ACTIVITY - What is needed is an exact copy of the records below, with the pictures left out.

[Stored data entries]
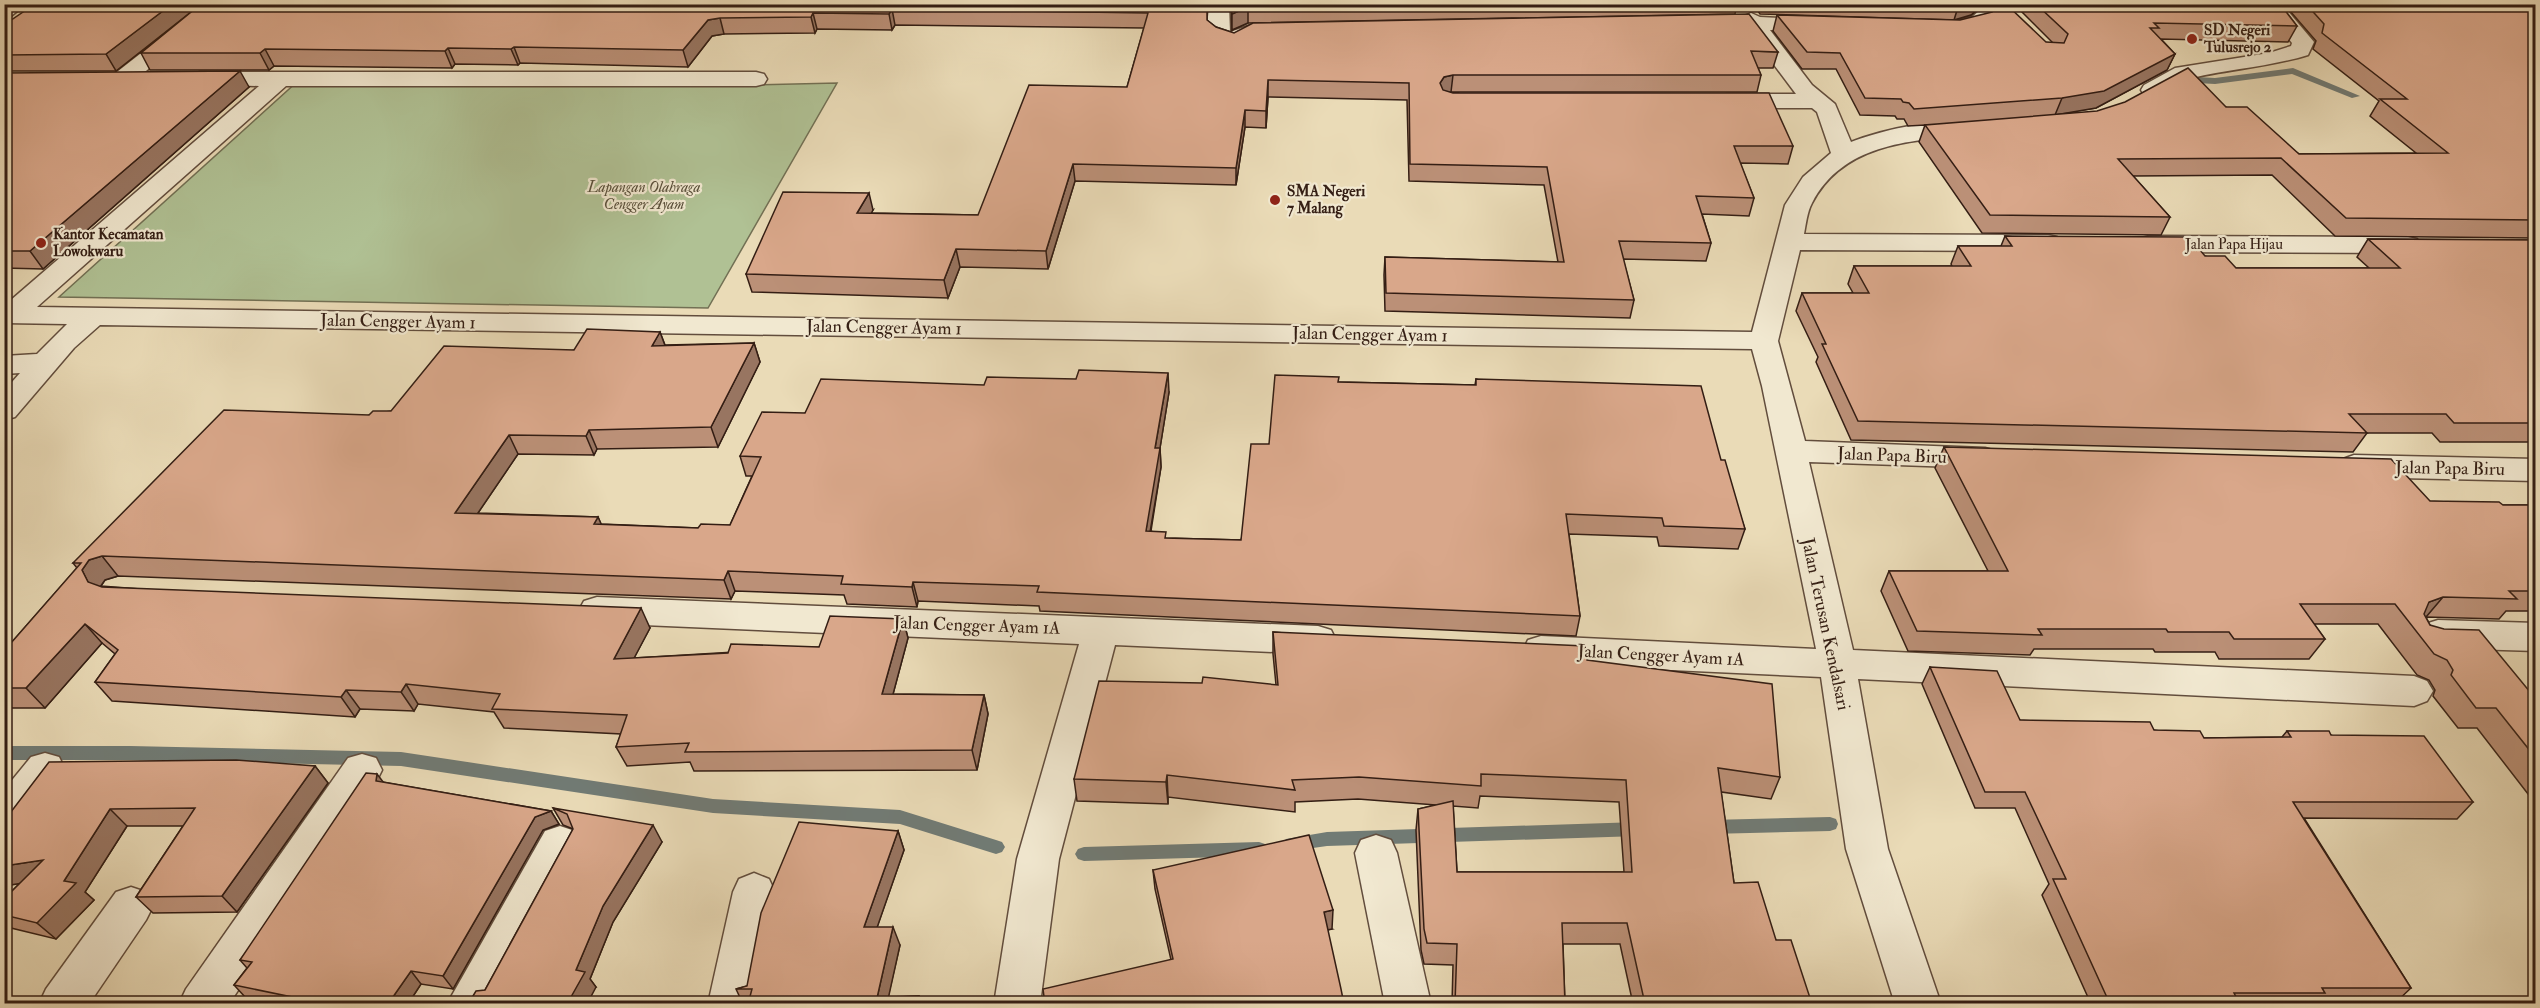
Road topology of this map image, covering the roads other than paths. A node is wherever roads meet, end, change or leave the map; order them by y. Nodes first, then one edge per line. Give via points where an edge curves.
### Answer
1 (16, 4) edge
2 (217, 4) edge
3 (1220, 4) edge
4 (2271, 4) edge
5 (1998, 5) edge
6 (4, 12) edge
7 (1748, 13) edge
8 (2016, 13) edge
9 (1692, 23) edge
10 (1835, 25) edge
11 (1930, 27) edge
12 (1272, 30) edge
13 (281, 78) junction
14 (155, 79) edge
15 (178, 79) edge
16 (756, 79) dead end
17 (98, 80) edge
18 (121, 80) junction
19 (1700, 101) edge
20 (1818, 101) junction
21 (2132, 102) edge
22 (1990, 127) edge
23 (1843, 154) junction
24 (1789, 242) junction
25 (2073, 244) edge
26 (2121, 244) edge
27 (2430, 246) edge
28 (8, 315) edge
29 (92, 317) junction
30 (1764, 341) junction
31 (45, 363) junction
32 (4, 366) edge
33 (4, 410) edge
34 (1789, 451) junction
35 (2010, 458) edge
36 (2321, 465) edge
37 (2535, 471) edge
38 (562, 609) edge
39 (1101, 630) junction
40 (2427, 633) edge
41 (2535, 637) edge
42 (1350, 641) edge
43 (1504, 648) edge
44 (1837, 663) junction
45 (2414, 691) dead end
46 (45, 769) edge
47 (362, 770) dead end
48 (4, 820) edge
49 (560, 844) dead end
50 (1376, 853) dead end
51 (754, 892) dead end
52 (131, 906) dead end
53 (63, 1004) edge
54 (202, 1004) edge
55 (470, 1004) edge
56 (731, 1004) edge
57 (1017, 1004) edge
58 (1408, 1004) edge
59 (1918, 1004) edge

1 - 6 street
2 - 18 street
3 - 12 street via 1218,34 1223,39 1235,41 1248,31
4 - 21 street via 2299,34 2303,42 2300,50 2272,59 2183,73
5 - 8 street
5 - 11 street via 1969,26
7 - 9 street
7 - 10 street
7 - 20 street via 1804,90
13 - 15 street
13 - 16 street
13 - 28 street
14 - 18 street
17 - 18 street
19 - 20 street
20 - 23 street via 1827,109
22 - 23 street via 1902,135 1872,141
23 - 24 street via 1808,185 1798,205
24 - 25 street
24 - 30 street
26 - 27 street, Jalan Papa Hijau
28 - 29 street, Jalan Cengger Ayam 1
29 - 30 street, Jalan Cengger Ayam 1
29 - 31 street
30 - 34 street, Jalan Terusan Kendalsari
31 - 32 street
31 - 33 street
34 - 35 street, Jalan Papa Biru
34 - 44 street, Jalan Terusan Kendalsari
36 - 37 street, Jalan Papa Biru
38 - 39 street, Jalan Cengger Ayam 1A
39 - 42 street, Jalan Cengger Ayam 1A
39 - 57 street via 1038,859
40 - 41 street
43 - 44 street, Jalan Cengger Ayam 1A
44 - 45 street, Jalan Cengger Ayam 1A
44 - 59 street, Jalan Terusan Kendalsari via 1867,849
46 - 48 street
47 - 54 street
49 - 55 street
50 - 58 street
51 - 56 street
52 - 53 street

YOUR SOLUTION -
Road topology of this map image, covering the roads other than paths. A node is wherever roads meet, end, change or leave the map; order them by y. Nodes first, then one edge per line. Give via points where an edge curves.
### Answer
1 (16, 4) edge
2 (217, 4) edge
3 (1220, 4) edge
4 (2271, 4) edge
5 (1998, 5) edge
6 (4, 12) edge
7 (1748, 13) edge
8 (2016, 13) edge
9 (1692, 23) edge
10 (1835, 25) edge
11 (1930, 27) edge
12 (1272, 30) edge
13 (281, 78) junction
14 (155, 79) edge
15 (178, 79) edge
16 (756, 79) dead end
17 (98, 80) edge
18 (121, 80) junction
19 (1700, 101) edge
20 (1818, 101) junction
21 (2132, 102) edge
22 (1990, 127) edge
23 (1843, 154) junction
24 (1789, 242) junction
25 (2073, 244) edge
26 (2121, 244) edge
27 (2430, 246) edge
28 (8, 315) edge
29 (92, 317) junction
30 (1764, 341) junction
31 (45, 363) junction
32 (4, 366) edge
33 (4, 410) edge
34 (1789, 451) junction
35 (2010, 458) edge
36 (2321, 465) edge
37 (2535, 471) edge
38 (562, 609) edge
39 (1101, 630) junction
40 (2427, 633) edge
41 (2535, 637) edge
42 (1350, 641) edge
43 (1504, 648) edge
44 (1837, 663) junction
45 (2414, 691) dead end
46 (45, 769) edge
47 (362, 770) dead end
48 (4, 820) edge
49 (560, 844) dead end
50 (1376, 853) dead end
51 (754, 892) dead end
52 (131, 906) dead end
53 (63, 1004) edge
54 (202, 1004) edge
55 (470, 1004) edge
56 (731, 1004) edge
57 (1017, 1004) edge
58 (1408, 1004) edge
59 (1918, 1004) edge

1 - 6 street
2 - 18 street
3 - 12 street via 1218,34 1223,39 1235,41 1248,31
4 - 21 street via 2299,34 2303,42 2300,50 2272,59 2183,73
5 - 8 street
5 - 11 street via 1969,26
7 - 9 street
7 - 10 street
7 - 20 street via 1804,90
13 - 15 street
13 - 16 street
13 - 28 street
14 - 18 street
17 - 18 street
19 - 20 street
20 - 23 street via 1827,109
22 - 23 street via 1902,135 1872,141
23 - 24 street via 1808,185 1798,205
24 - 25 street
24 - 30 street
26 - 27 street, Jalan Papa Hijau
28 - 29 street, Jalan Cengger Ayam 1
29 - 30 street, Jalan Cengger Ayam 1
29 - 31 street
30 - 34 street, Jalan Terusan Kendalsari
31 - 32 street
31 - 33 street
34 - 35 street, Jalan Papa Biru
34 - 44 street, Jalan Terusan Kendalsari
36 - 37 street, Jalan Papa Biru
38 - 39 street, Jalan Cengger Ayam 1A
39 - 42 street, Jalan Cengger Ayam 1A
39 - 57 street via 1038,859
40 - 41 street
43 - 44 street, Jalan Cengger Ayam 1A
44 - 45 street, Jalan Cengger Ayam 1A
44 - 59 street, Jalan Terusan Kendalsari via 1867,849
46 - 48 street
47 - 54 street
49 - 55 street
50 - 58 street
51 - 56 street
52 - 53 street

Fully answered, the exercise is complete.